The particular joy of this collection, as noted above, is that the stories collected come from all phases of Fitzgerald’s career, from the young romantic to the broken and brittle cynic. And note, whether by choice or through life experience, the two words that best describe the various protagonists on display here can be taken from the editor’s note: the “struggling man.” Fitzgerald’s heroes yearn and fret, and, very often, try to make sense of situations they find mysterious and/or intolerable, but above all else they struggle.
They are terriers all, who until the final, sudden clenching of their chests, push on, as if life itself were a magic act and they had a few more rabbits in their hats and silk scarves in their pockets.

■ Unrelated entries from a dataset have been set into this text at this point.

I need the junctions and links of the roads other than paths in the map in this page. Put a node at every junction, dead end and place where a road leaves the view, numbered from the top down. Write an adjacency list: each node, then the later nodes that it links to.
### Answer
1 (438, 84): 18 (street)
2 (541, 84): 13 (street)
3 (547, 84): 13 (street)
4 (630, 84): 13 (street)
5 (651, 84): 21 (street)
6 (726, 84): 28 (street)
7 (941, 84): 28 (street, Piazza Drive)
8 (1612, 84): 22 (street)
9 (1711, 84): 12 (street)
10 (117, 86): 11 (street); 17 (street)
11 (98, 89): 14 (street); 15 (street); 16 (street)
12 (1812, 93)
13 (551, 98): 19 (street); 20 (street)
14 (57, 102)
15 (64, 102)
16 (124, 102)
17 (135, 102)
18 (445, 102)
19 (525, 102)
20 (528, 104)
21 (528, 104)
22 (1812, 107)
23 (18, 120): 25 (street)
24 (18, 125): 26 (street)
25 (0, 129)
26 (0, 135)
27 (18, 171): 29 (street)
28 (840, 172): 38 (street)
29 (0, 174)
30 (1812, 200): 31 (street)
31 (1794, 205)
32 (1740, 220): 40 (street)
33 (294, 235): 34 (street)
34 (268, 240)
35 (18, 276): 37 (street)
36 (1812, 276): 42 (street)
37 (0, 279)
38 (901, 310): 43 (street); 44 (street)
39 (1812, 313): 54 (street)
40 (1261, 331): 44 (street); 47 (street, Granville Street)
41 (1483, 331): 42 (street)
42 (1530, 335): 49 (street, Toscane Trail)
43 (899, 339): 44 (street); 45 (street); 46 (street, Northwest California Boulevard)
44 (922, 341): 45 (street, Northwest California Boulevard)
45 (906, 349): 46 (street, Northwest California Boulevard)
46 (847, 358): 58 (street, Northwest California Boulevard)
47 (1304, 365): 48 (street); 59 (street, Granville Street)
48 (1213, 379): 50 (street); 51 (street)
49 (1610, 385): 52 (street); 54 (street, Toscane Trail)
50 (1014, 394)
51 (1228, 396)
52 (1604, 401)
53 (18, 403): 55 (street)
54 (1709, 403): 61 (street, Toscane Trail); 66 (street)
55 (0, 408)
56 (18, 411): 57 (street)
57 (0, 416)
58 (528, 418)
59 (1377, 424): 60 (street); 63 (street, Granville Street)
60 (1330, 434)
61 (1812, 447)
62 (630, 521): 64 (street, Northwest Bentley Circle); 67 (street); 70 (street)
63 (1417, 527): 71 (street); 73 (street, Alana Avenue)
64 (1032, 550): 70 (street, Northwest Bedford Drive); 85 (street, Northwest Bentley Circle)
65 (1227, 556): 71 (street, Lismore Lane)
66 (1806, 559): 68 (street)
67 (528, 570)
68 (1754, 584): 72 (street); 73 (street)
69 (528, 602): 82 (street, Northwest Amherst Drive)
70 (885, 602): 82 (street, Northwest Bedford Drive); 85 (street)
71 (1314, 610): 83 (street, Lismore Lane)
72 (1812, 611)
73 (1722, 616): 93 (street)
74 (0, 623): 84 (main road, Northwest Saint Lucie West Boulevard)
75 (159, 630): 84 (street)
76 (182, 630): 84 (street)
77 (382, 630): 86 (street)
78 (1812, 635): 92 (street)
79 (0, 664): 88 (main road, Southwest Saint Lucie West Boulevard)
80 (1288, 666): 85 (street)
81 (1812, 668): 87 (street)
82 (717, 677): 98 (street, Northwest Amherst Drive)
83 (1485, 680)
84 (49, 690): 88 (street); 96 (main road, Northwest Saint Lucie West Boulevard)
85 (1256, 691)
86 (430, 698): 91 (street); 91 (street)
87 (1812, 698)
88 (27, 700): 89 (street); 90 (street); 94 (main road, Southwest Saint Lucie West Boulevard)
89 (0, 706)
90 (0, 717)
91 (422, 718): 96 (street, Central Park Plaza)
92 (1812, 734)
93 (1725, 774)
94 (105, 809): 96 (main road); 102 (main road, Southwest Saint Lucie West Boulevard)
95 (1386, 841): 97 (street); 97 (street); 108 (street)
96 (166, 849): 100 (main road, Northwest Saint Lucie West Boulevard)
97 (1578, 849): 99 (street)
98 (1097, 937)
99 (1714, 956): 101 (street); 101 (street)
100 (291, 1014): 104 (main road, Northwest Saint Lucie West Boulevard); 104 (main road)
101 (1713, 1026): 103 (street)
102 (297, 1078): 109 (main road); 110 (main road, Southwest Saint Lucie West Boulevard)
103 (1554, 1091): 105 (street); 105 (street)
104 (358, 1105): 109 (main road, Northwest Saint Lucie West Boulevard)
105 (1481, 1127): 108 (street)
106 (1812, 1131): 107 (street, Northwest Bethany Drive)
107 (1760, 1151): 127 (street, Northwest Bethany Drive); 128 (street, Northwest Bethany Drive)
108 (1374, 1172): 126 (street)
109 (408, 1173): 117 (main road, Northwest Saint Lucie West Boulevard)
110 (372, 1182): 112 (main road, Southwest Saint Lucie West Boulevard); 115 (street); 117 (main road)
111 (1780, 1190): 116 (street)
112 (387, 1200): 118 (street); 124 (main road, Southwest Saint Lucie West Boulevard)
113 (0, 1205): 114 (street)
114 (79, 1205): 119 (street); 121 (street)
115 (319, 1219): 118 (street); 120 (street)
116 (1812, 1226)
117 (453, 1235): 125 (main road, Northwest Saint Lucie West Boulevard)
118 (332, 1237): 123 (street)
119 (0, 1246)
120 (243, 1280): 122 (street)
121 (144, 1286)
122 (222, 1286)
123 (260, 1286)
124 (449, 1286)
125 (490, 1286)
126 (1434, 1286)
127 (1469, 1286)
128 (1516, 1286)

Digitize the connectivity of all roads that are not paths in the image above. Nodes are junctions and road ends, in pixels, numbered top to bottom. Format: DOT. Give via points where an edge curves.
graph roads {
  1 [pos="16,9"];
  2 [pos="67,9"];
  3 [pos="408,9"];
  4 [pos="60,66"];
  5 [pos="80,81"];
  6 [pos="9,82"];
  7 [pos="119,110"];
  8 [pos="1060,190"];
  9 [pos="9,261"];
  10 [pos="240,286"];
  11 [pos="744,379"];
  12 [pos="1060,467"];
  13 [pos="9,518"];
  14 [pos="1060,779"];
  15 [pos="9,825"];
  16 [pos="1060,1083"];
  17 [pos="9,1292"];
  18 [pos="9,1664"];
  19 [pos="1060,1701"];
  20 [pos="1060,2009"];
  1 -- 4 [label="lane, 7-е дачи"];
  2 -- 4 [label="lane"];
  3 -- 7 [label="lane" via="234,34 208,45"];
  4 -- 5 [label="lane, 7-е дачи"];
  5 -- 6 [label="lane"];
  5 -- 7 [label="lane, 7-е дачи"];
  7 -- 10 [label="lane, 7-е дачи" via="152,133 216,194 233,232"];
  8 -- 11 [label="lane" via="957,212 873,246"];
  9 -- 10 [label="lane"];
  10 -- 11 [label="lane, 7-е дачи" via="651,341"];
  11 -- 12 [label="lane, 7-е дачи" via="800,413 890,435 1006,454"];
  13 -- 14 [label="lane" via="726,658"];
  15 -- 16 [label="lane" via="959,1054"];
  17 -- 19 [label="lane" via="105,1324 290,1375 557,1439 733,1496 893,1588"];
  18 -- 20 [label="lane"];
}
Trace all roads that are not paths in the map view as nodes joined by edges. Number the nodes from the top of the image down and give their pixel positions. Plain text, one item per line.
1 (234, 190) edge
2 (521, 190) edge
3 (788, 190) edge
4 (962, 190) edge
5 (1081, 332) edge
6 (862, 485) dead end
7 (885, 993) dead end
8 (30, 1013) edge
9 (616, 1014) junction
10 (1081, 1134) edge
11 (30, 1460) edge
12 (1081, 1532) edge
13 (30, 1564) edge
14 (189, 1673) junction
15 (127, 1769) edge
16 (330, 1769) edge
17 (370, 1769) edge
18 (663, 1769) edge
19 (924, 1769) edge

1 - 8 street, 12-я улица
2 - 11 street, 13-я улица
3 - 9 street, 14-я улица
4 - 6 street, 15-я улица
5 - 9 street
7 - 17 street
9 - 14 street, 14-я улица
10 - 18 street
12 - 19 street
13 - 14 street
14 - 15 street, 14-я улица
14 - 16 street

As these stories testify, it was not his belief in romantic love that propelled the author-as-struggling-man. That particular affectation faded early. It was instead the belief that a career that had started with such alarming success, and that brought such riches, could, after having fallen behind and below the work of so many others in the minds of the critics and the audience alike, could resurrect one day—at least enough that Fitzgerald could to some extent enjoy the struggle.
Among the surprises in the volume is the way in which Fitzgerald was, very soon after his early success, treated by the agent and editors who, only a few years earlier, fought to be able to publish his short stories. Again and again, rewrites are demanded. Again and again, his authorship was demeaned. In one instance, with the extraordinary “The Women in the House,” written at the end of his career, he was simply told to “cut six thousand words.”
And more than anything else, Fitzgerald is chastised for being ever more unwilling to simply write the rather childish romantic romps that were, at first, his bread and butter.
And again and again he took pains to explain his view of the situation. As here, in a 1939 letter to an editor that accompanied the manuscript to “The Women in the House:”
“Asking you to read it I want to get two things clear. First, that it isn’t particularly likely that I’ll write a great many more stories about young love. I was tagged with that by my first writings up to 1925. Since then I have written stories about young love. They have been done with increasing difficulty and increasing insincerity. I would either be a miracle man or a hack if I could go on turning out an identical product for three decades.”
This new volume I’d Die for You celebrates Fitzgerald’s work beautifully and appropriately: by taking the shackles of expectation off his wrists, and by exploring the paths that F. Scott Fitzgerald himself wanted to walk (most often in stories that went unpublished or published in altered form or format) and not gathering together the usuals, from that Ritz-sized diamond to Benjamin Button (which is, after all, thanks perhaps to the movie, a well known story and one that displays just how experimental Fitzgerald’s work was, not only for his time, but also today) to all those dancers in the fountains of days now long gone in what was once called the Jazz Age.
The stories in the volume are all worthy—some extraordinary. And while I’d Die for You, in all its esoteric glory, is perhaps not the best introduction to Fitzgerald’s work in general, it is a necessary collection for all those whose appreciation of F. Scott Fitzgerald extends beyond the memory of having been forced to read Gatsby in high school.